▸ **GOAL OF THE EXERCISE**
Return only the number of lines in the entries below that hold the word "Joaquim".

#### SUPPLIED DATA ####

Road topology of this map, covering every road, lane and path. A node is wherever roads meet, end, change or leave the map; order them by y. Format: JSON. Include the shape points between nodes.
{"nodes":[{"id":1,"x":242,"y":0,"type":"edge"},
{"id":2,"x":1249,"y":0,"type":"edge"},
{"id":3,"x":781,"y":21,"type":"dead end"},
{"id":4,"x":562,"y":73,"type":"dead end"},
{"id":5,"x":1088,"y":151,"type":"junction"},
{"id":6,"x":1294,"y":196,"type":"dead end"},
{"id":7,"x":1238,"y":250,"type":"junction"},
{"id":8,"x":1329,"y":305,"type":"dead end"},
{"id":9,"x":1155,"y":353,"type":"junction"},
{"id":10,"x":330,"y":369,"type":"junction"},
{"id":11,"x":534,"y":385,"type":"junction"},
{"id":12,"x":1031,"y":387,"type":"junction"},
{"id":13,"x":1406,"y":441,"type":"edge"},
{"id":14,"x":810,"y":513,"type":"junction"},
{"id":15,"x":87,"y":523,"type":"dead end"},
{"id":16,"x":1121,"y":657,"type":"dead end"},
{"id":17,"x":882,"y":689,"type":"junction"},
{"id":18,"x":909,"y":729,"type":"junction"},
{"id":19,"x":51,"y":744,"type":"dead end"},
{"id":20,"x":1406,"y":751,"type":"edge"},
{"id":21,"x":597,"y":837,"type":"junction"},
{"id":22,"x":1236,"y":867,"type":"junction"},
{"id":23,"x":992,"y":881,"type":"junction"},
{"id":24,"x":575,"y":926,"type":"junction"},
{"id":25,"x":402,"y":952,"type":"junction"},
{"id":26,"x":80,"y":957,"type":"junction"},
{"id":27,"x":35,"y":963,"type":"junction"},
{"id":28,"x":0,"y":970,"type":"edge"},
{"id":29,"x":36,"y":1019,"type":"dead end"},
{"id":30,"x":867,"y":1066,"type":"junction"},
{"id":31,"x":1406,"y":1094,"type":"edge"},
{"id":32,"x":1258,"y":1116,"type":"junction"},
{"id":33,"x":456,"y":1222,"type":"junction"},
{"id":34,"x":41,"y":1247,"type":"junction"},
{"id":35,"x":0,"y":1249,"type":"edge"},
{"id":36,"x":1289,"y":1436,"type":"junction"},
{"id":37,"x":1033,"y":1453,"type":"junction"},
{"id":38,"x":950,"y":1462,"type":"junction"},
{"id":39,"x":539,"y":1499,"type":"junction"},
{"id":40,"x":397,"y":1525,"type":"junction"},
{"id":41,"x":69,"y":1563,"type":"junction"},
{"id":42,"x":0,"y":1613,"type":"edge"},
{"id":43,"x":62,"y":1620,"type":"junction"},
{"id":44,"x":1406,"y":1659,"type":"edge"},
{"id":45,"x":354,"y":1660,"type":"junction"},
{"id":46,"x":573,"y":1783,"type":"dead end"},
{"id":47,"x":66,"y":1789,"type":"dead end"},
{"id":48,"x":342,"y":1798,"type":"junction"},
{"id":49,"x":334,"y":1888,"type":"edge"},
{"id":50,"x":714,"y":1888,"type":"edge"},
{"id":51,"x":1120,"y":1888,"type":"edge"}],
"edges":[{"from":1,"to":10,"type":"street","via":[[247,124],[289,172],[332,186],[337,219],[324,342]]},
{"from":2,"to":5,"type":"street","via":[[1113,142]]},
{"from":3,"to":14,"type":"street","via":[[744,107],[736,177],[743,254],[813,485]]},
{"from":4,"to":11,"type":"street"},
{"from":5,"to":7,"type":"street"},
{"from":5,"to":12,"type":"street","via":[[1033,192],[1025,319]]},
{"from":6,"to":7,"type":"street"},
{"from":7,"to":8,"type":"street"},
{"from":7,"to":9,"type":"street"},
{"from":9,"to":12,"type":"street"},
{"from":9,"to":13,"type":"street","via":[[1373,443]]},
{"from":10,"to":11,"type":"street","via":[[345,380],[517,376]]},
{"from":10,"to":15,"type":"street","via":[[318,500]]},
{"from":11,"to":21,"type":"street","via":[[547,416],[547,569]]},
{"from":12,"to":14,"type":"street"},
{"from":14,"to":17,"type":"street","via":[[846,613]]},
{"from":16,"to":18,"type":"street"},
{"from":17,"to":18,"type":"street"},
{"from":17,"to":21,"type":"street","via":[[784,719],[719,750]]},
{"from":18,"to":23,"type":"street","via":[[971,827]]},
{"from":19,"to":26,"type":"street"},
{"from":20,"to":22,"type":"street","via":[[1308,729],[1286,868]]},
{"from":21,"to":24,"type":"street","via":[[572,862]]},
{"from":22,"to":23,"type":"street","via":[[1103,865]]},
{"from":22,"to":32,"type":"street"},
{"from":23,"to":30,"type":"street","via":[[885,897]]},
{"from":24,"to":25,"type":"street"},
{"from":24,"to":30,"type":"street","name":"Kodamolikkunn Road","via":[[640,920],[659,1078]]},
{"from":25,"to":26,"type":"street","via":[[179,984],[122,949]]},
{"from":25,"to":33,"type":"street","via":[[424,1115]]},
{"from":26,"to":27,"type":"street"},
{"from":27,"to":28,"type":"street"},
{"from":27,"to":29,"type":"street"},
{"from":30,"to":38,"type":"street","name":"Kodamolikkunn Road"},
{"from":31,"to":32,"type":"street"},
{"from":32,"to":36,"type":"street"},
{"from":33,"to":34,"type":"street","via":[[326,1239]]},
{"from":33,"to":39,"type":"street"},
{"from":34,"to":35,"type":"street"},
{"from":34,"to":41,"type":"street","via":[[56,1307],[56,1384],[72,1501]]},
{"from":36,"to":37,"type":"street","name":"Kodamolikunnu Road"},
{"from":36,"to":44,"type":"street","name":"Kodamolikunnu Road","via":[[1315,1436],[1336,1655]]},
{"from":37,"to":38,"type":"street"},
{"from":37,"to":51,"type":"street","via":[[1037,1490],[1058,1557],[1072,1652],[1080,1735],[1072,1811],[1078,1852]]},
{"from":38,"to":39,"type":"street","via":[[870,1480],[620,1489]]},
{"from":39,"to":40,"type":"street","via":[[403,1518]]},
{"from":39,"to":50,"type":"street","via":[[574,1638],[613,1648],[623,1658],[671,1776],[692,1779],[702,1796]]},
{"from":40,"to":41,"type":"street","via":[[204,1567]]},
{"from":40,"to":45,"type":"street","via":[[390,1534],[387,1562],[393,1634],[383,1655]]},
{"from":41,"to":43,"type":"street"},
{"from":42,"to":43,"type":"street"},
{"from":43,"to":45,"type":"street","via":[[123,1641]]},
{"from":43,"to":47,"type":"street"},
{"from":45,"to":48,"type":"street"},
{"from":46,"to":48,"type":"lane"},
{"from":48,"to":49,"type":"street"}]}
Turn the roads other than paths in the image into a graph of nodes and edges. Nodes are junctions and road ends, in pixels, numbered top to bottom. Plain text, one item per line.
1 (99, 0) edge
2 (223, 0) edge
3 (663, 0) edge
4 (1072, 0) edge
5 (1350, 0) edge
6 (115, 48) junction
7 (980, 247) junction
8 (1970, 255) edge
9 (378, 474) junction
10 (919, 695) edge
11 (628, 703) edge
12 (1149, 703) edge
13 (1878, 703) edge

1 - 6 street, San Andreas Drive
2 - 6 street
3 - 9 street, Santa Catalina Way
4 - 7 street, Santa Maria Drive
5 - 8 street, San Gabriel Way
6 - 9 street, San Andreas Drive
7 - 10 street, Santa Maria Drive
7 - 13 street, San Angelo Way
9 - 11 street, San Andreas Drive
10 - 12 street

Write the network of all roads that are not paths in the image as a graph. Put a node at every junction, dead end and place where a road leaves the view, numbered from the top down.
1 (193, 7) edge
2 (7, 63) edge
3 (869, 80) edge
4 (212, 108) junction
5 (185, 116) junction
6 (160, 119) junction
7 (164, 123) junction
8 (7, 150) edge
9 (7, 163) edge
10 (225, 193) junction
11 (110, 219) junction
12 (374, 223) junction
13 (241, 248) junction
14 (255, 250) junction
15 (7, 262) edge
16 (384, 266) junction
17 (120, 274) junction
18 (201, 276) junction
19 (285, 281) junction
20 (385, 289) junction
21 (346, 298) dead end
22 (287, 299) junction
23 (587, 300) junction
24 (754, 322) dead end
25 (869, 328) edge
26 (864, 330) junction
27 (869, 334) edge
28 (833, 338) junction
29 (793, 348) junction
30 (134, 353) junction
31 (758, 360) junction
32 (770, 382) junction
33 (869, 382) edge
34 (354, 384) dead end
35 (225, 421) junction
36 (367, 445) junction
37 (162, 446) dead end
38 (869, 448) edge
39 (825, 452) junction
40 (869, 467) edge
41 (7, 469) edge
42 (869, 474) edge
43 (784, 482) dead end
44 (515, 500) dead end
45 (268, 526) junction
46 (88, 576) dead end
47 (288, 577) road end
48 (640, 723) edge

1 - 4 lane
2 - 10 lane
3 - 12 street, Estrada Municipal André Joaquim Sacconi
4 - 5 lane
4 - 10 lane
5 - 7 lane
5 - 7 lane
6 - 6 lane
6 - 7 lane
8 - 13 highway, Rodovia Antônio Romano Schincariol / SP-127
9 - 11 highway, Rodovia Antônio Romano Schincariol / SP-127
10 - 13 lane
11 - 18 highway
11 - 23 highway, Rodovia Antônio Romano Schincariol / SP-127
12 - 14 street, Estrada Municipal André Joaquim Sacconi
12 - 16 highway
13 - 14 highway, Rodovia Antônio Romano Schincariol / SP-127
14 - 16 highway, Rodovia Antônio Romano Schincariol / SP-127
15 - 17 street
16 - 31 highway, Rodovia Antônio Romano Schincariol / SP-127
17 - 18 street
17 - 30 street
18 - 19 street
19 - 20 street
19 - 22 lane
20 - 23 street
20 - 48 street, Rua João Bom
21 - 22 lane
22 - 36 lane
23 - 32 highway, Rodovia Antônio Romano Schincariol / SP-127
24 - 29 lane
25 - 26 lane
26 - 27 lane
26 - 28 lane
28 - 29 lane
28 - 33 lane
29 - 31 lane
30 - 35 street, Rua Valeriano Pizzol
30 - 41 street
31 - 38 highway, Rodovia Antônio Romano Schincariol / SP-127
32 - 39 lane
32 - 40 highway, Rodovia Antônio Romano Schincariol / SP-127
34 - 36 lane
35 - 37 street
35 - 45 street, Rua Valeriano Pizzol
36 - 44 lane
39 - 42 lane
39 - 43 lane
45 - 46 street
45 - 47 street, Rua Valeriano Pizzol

####

▸ **EXERCISE RESULT**
2